In closing, it is important to stress that it is highly likely that novel ATP1A1-mutation pathologies will be described in the near future. In keeping with this, as this review article was being revised, two more de novo germline mutations (yellow tones in Fig. 2) were reported to cause two phenotypes distinct from previously described mutations. A female patient with the mutation D933N (in TM8, light yellow in Fig. 2), equivalent to D927N in ATP1A3, a mutation known to cause rapid-onset dystonia parkinsonism (25) and Na+/K+ pump loss of function (115, 116), presented with borderline intellectual performance, sleep disorder, and irritability, therefore sharing some, but not all symptoms with the patient with CSP. A boy carrying the mutation G864R (in TM7, dark yellow in Fig. 2) presented with severe developmental delay with focal seizures with normal serum magnesium (117).

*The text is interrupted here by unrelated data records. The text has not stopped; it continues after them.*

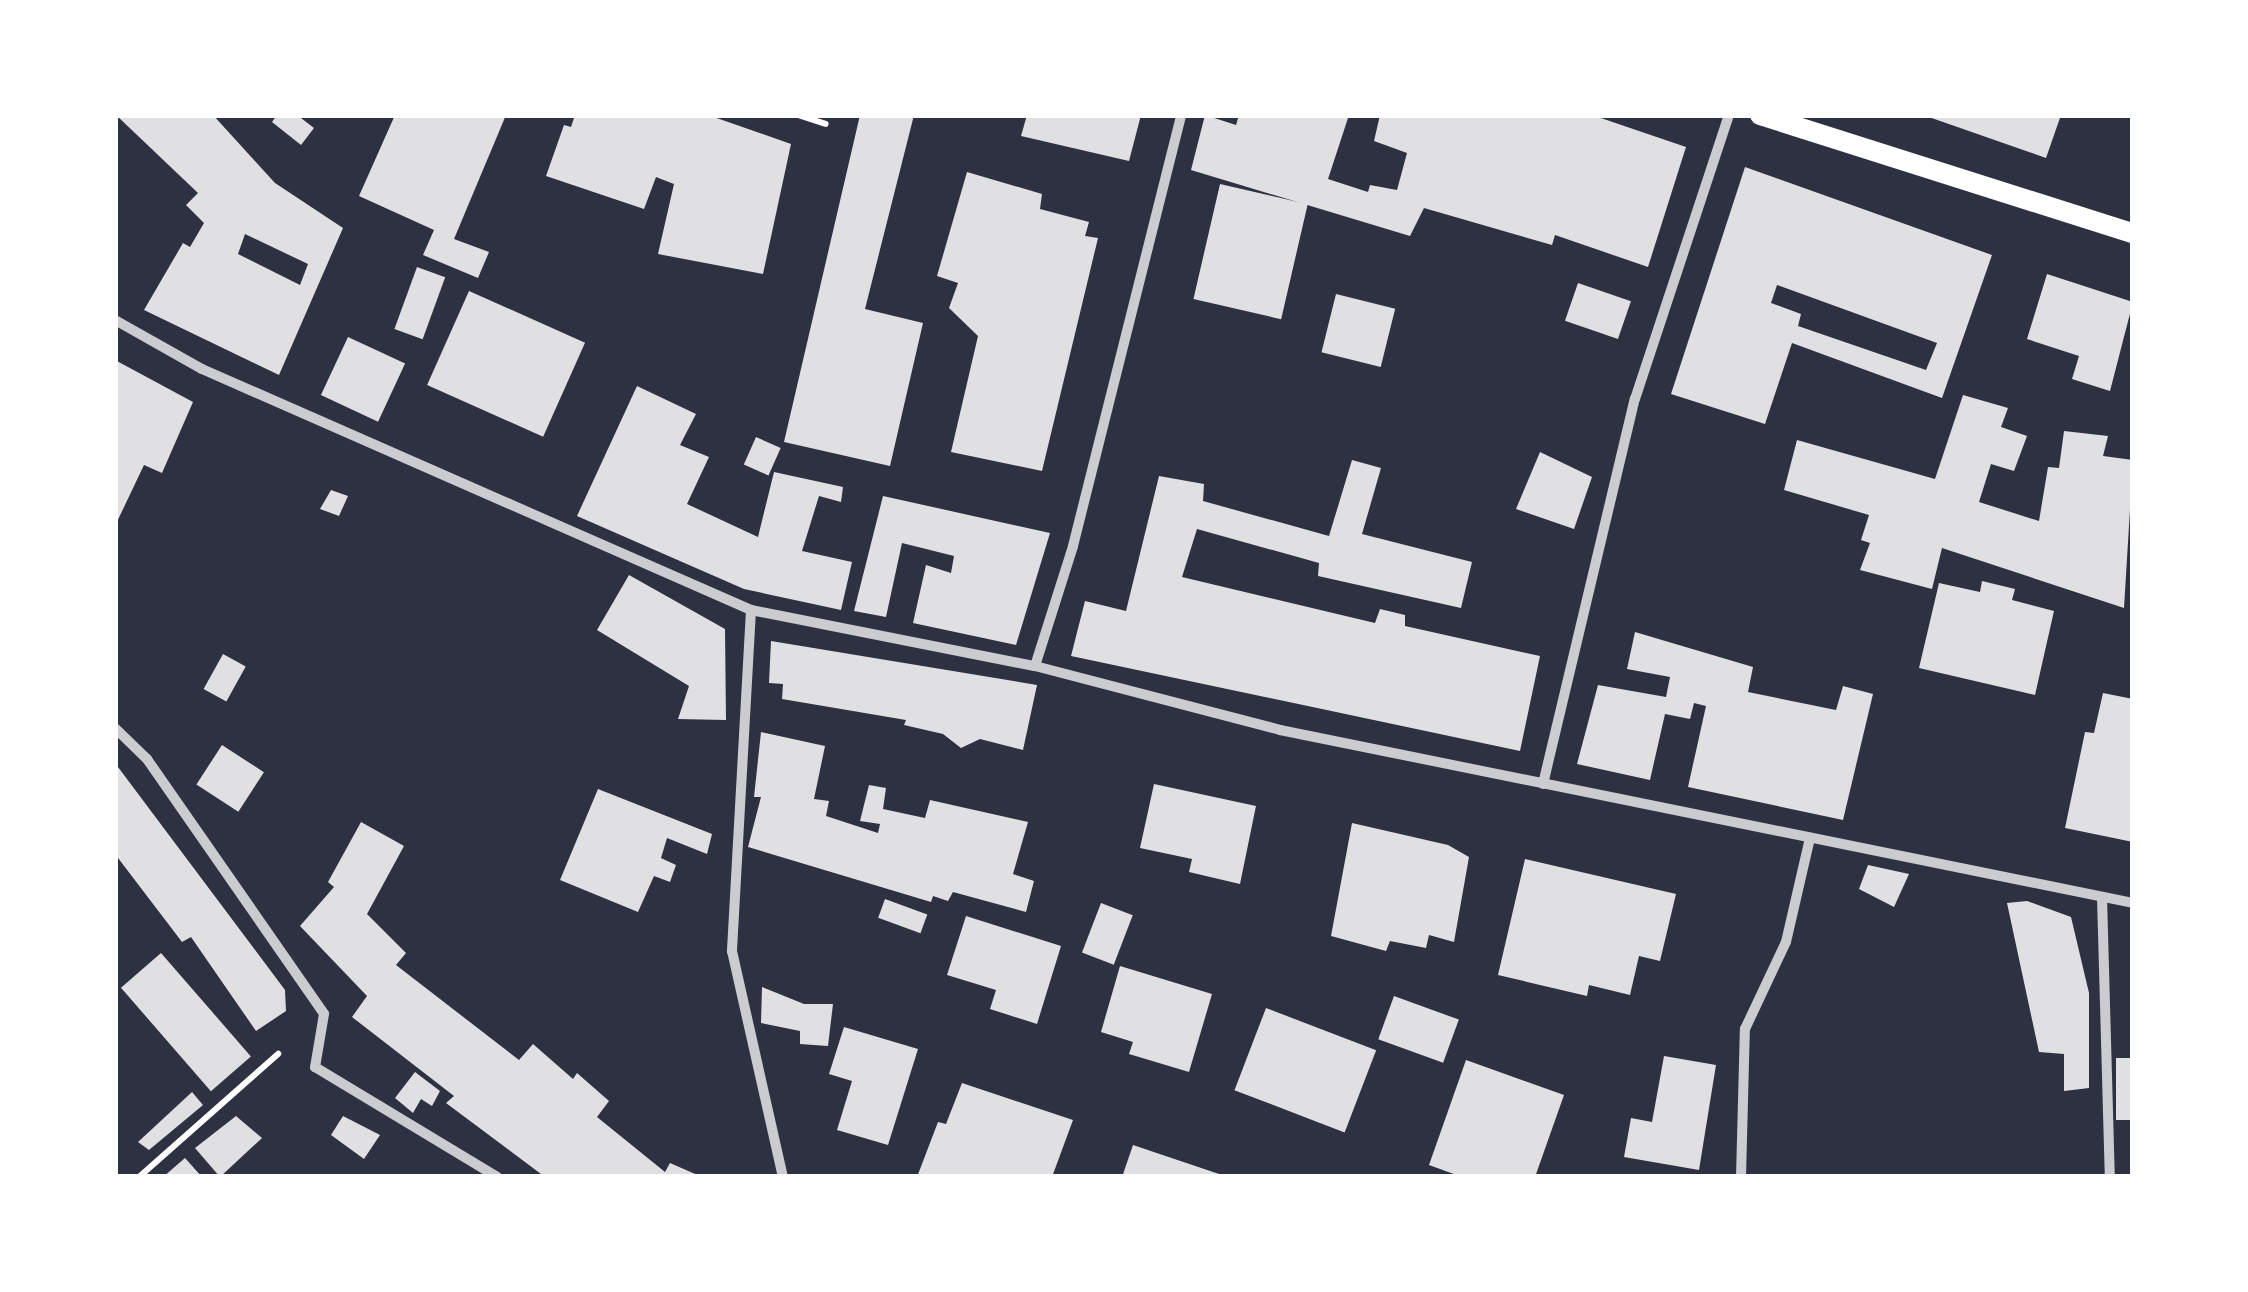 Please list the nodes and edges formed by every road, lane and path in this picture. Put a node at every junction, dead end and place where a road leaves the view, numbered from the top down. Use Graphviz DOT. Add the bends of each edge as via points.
graph roads {
  1 [pos="798,115"];
  2 [pos="1180,115"];
  3 [pos="1729,115"];
  4 [pos="1760,115"];
  5 [pos="826,124"];
  6 [pos="2133,233"];
  7 [pos="115,320"];
  8 [pos="751,610"];
  9 [pos="1035,666"];
  10 [pos="115,728"];
  11 [pos="1543,784"];
  12 [pos="1810,838"];
  13 [pos="2102,897"];
  14 [pos="2133,903"];
  15 [pos="324,1014"];
  16 [pos="139,1177"];
  17 [pos="497,1177"];
  18 [pos="783,1177"];
  19 [pos="1741,1177"];
  20 [pos="2110,1177"];
  1 -- 5 [label="path"];
  2 -- 9 [label="street" via="1072,546"];
  3 -- 11 [label="street" via="1635,399"];
  4 -- 6 [label="main road"];
  7 -- 8 [label="street" via="202,369"];
  8 -- 9 [label="street"];
  8 -- 18 [label="street" via="732,951"];
  9 -- 11 [label="street" via="1280,730"];
  10 -- 15 [label="street" via="147,759"];
  11 -- 12 [label="street"];
  12 -- 13 [label="street"];
  12 -- 19 [label="street" via="1786,942 1745,1029"];
  13 -- 14 [label="street"];
  13 -- 20 [label="street"];
  15 -- 16 [label="path"];
  15 -- 17 [label="street" via="315,1067"];
}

Exciting new studies aimed to determine what is special about each ATP1A1 mutation linked to disease will probably require a combination of varied heterologous expression systems, patient-derived, or genetically modified pluripotent cells, and genetically modified mouse models, to distinguish between the pathophysiologic mechanisms. Creating these cellular and animal models will be a particularly important development in the quest to find new treatments to help patients with these complex diseases.
GRANTS
This work was supported by the National Institute of Neurological Diseases and Stroke 1-R03 NS116433-01 (to P. Artigas).
DISCLOSURES
No conflicts of interest, financial or otherwise, are declared by the authors.
AUTHOR CONTRIBUTIONS
K.S., E.D.B., and P.A. prepared figures; E.D.B., K.S., G.A., L.M., and P.A. drafted manuscript; E.D.B., K.S., G.A., L.M., and P.A. edited and revised manuscript; E.D.B., K.S., G.A., L.M., and P.A. approved final version of manuscript.
ACKNOWLEDGMENTS
We thank Craig Gatto at Illinois State University and Guillermo Altenberg at TTUHSC for insightful comments on the manuscript and Dylan J. Meyer (currently at Harvard Medical School) for comments on the manuscript and the experiments used in Fig. 3.
Footnotes
It is customary to use gain of function for two types of effect: 1) one that enhances the function of the protein or 2) one that gives the protein a novel function. The term can be particularly confusing in cases where the “gain of function” implies a loss of the normal function with the appearance of a novel function, as when ATP1A1 mutations induce a passive ion pathway through the mutant pumps, which that at the same time dissipates the gradient that the pump normally build (i.e., an effective loss of normal function). Similar confusions could arise from the effect of these gain-of-function mutations in ion channels. Throughout this review, we will reserve gain of function to refer to higher activity of the protein in question and we will use aberrant function to refer to novel functions of a protein that imply an abnormal function (related or not to the normal function of the protein).